1 and 2 are diagrams showing an example of a conventional optical deflector, with FIG. 1 being a plan view and FIG. 2 being a front view. Further, FIGS. 3 and 4 are sectional views showing embodiments of the present invention, respectively. 1... Rotating polygon mirror, 1a... Mirror surface, 2... Case, 2a... Opening, 2b... Opening end, 2c...

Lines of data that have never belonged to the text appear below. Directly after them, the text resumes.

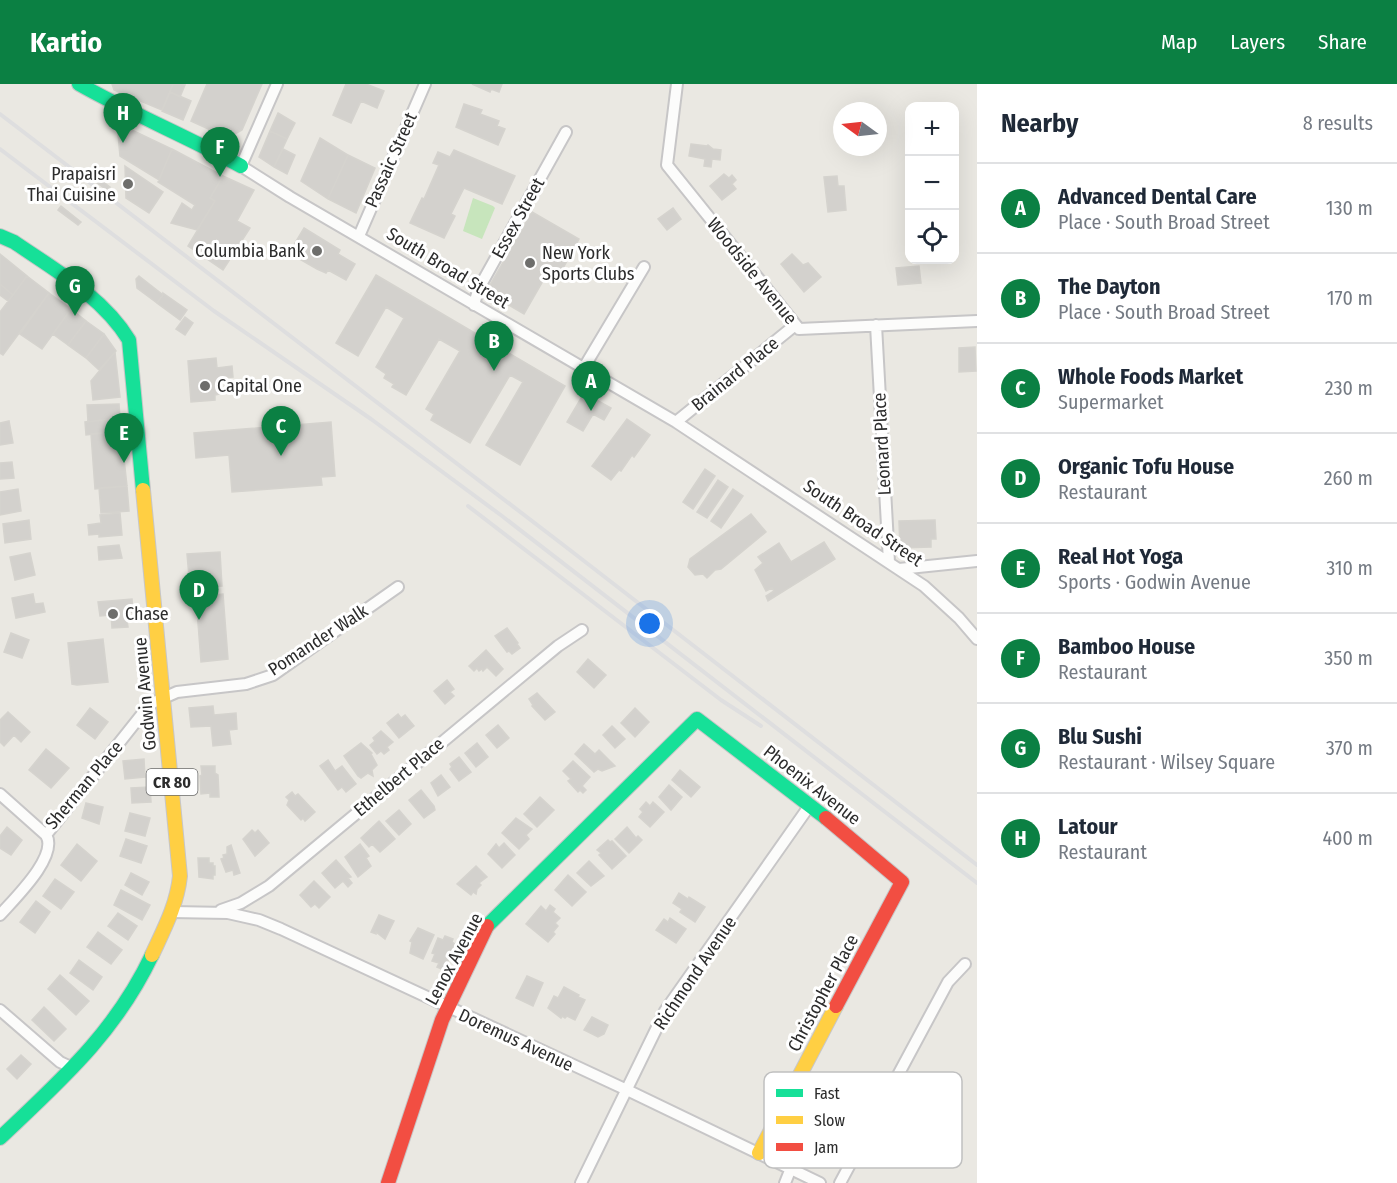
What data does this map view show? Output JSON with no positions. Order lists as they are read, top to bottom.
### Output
{
  "streets": {
    "street": [
      "Passaic Street",
      "Essex Street",
      "South Broad Street",
      "Woodside Avenue",
      "Brainard Place",
      "Leonard Place",
      "Pomander Walk",
      "Godwin Avenue",
      "Ethelbert Place",
      "CR 80",
      "Sherman Place",
      "Phoenix Avenue",
      "Lenox Avenue",
      "Richmond Avenue",
      "Christopher Place",
      "Doremus Avenue"
    ]
  },
  "crossings": [
    ["Passaic Street", "South Broad Street"],
    ["Essex Street", "South Broad Street"],
    ["South Broad Street", "Brainard Place"],
    ["South Broad Street", "Leonard Place"],
    ["Woodside Avenue", "Brainard Place"],
    ["Woodside Avenue", "Leonard Place"],
    ["Pomander Walk", "Godwin Avenue"],
    ["Pomander Walk", "Sherman Place"],
    ["Godwin Avenue", "Sherman Place"],
    ["Godwin Avenue", "Doremus Avenue"],
    ["Ethelbert Place", "Doremus Avenue"],
    ["Phoenix Avenue", "Lenox Avenue"],
    ["Phoenix Avenue", "Richmond Avenue"],
    ["Phoenix Avenue", "Christopher Place"],
    ["Lenox Avenue", "Doremus Avenue"],
    ["Richmond Avenue", "Doremus Avenue"],
    ["Christopher Place", "Doremus Avenue"]
  ],
  "places": [
    "Prapaisri Thai Cuisine",
    "Columbia Bank",
    "New York Sports Clubs",
    "Capital One",
    "Chase"
  ],
  "legend": ["Fast", "Slow", "Jam"],
  "north": "left",
  "page": {
    "header": "Kartio",
    "nav": ["Map", "Layers", "Share"],
    "heading": ["Nearby", "8 results"],
    "pins": [
      "H",
      "F",
      "G",
      "B",
      "A",
      "C",
      "E",
      "D"
    ],
    "map_buttons": ["+", "−"],
    "list": [
      {
        "mark": "A",
        "name": "Advanced Dental Care",
        "note": "Place · South Broad Street",
        "value": "130 m"
      },
      {
        "mark": "B",
        "name": "The Dayton",
        "note": "Place · South Broad Street",
        "value": "170 m"
      },
      {
        "mark": "C",
        "name": "Whole Foods Market",
        "note": "Supermarket",
        "value": "230 m"
      },
      {
        "mark": "D",
        "name": "Organic Tofu House",
        "note": "Restaurant",
        "value": "260 m"
      },
      {
        "mark": "E",
        "name": "Real Hot Yoga",
        "note": "Sports · Godwin Avenue",
        "value": "310 m"
      },
      {
        "mark": "F",
        "name": "Bamboo House",
        "note": "Restaurant",
        "value": "350 m"
      },
      {
        "mark": "G",
        "name": "Blu Sushi",
        "note": "Restaurant · Wilsey Square",
        "value": "370 m"
      },
      {
        "mark": "H",
        "name": "Latour",
        "note": "Restaurant",
        "value": "400 m"
      }
    ]
  }
}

Inner wall surface, 3... Drive section.

Claims (1)

[Claims for Utility Model Registration] (1) In an optical deflector comprising a rotating polygon mirror and a case covering the rotating polygon mirror, the case is provided with an opening for light passage; An optical deflector characterized in that the wall section of the case is configured to have a tapered shape. (2) Utility model registration claim 1, characterized in that the inner wall surface of the wall of the case on the side of the opening is formed so as to become farther away from the rotating polygon mirror as it approaches the opening end. Optical deflector as described in section. (3) Forming the opening in the case with a constant opening angle such that the distance between the rotating polygon mirror and the inner wall surface of the wall on the side of the opening of the case widens as it approaches the opening end. An optical deflector according to claim 2 of the utility model registration claim.